Villalta di Fagagna, due settimane di eventi per il finale di Cambiare le storie
A Cjase di Catine il programma conclusivo del progetto di Damatrà onlus: ingresso gratuito per la Nuvola Sonora e pedalata su prenotazione.
UDINE - Dal 11 al 27 settembre 2026 Cjase di Catine, a Villalta di Fagagna, diventa il centro del gran finale di “Cambiare le storie”, il progetto di Damatrà onlus dedicato alla narrazione come strumento di inclusione, incontro tra generazioni e rigenerazione del territorio. In calendario ci sono concerti, laboratori, una festa dedicata a semi e piante e una pedalata conclusiva tra le colline friulane, con iniziative pensate per pubblici di età diverse.
Il percorso, avviato nell’autunno 2025, è stato sviluppato con la Regione autonoma Friuli Venezia Giulia, in collaborazione con il Comune di Fagagna, la Comunità Collinare del Friuli e l’USSM, Ufficio di Servizio Sociale per i Minorenni di Trieste. Il progetto, finanziato dal PR FESR FVG 2021-2027, ha lavorato durante l’anno sulla trasformazione degli spazi al primo piano di Cjase di Catine in un polo culturale permanente per la comunità, mettendo al centro il contrasto alla solitudine e l’empowerment sociale.
Il via con la Nuvola Sonora
L’apertura del programma è affidata a “La Nuvola sonora”, in programma venerdì 11 settembre e sabato 12 settembre nel giardino di Cjase di Catine. Il fulcro delle due serate sarà il palco a forma di nuvola realizzato nel 2024 dall’artista Emanuele Bertossi.
Venerdì 11 settembre, dalle 18 alle 20, la sezione Intergenerazioni porterà sullo stesso palco musicisti dagli 8 agli 88 anni, con le esibizioni dell’Orchestra Diffusa e dei The Dreamers.
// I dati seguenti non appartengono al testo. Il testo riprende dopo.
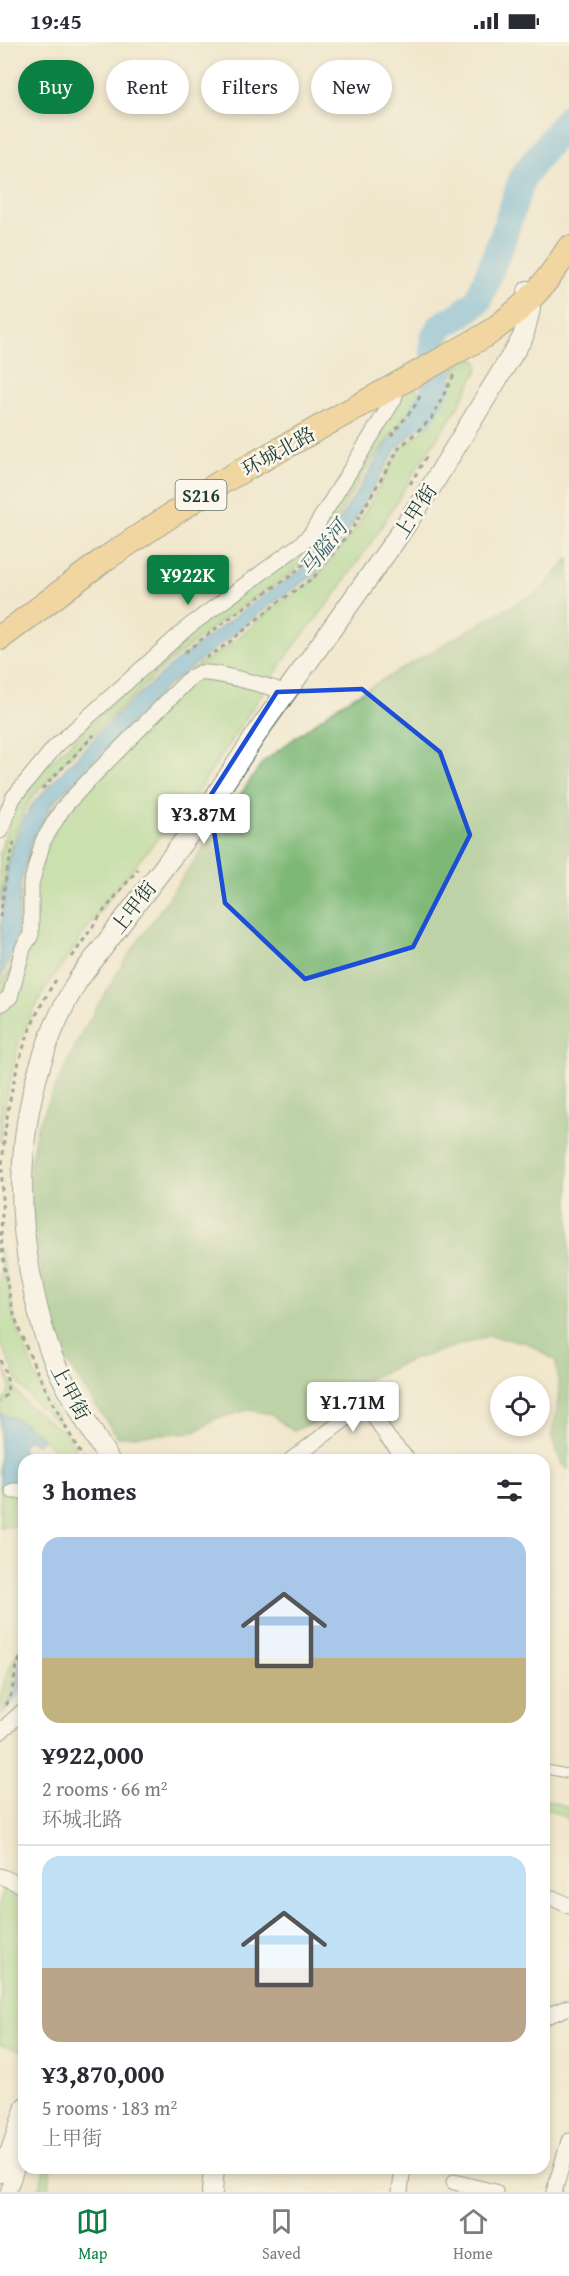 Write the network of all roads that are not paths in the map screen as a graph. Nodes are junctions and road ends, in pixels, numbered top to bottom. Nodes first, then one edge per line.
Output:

Sabato 12 settembre, dalle 18 alle 23, spazio invece a una maratona live dedicata alle band giovani del territorio. La line-up comprende Damaj, formazione di ragazzi tra i 12 e i 18 anni, poi Sisma, Riptide, Midnight Rendezvous, Loosing Money e WSU, acronimo di Wicked Silly Ufo. Durante la serata sarà attivo un chiosco enogastronomico. L’ingresso è gratuito, mentre in caso di maltempo la prenotazione è consigliata per la disponibilità limitata di posti al coperto.
Laboratorio, ballo di comunità e scambio di semi
Il calendario prosegue martedì 15 settembre con il laboratorio pomeridiano “Il Raccolto... Sgranare, sgranare e ancora sgranare”, pensato come incontro intergenerazionale tra grandi e piccoli. L’attività prevede la pulizia dei semi, la costruzione di buste di carta protettive con la tecnica degli origami e la realizzazione del manifesto per la festa d’autunno.
Venerdì 25 settembre è prevista la serata conclusiva del “Ballo di Comunità”, guidata da Nicoletta Oscuro e Hugo Sameck, nata per lavorare su ritmo, vicinanza e superamento dell’isolamento.
Sabato 26 settembre Cjase di Catine ospiterà la “Festa d’Autunno”, dedicata allo scambio di semi e piante e aperta a famiglie e collezionisti. L’iniziativa, spiegano gli organizzatori, punta a tutelare la biodiversità e a offrire una risposta concreta anche sul tema della crisi climatica, mantenendo una dimensione di incontro sociale costruita nel tempo.
La chiusura in bici tra Mulino Nicli e Cjase di Catine
L’ultimo appuntamento è in programma domenica 27 settembre con “Racconti in movimento”, inserito nella Settimana della mobilità sostenibile. Si tratta di un itinerario cicloturistico di circa 15 chilometri guidato da Paola Bergamo e Lea di Sognando in bici.
La partenza è prevista dal Mulino Nicli, con arrivo a Cjase di Catine dopo l’attraversamento delle colline friulane. L’escursione è a numero chiuso, con un massimo di 20 partecipanti, ed è frutto della collaborazione tra Damatrà onlus, Comune di Fagagna, Comunità Collinare del Friuli, USSM di Trieste e associazione IoCiVado Aps.
Come spiega Mara Fabro, presidente di Damatrà onlus e curatrice del progetto, il lavoro dell’ultimo anno ha trasformato Cjase di Catine da semplice spazio fisico a luogo di relazione, dove giovani, anziani e persone in condizione di fragilità hanno condiviso attività legate alla terra, ai percorsi a piedi e in bici e alla lettura di libri digitalizzati oggi entrati nel patrimonio collettivo.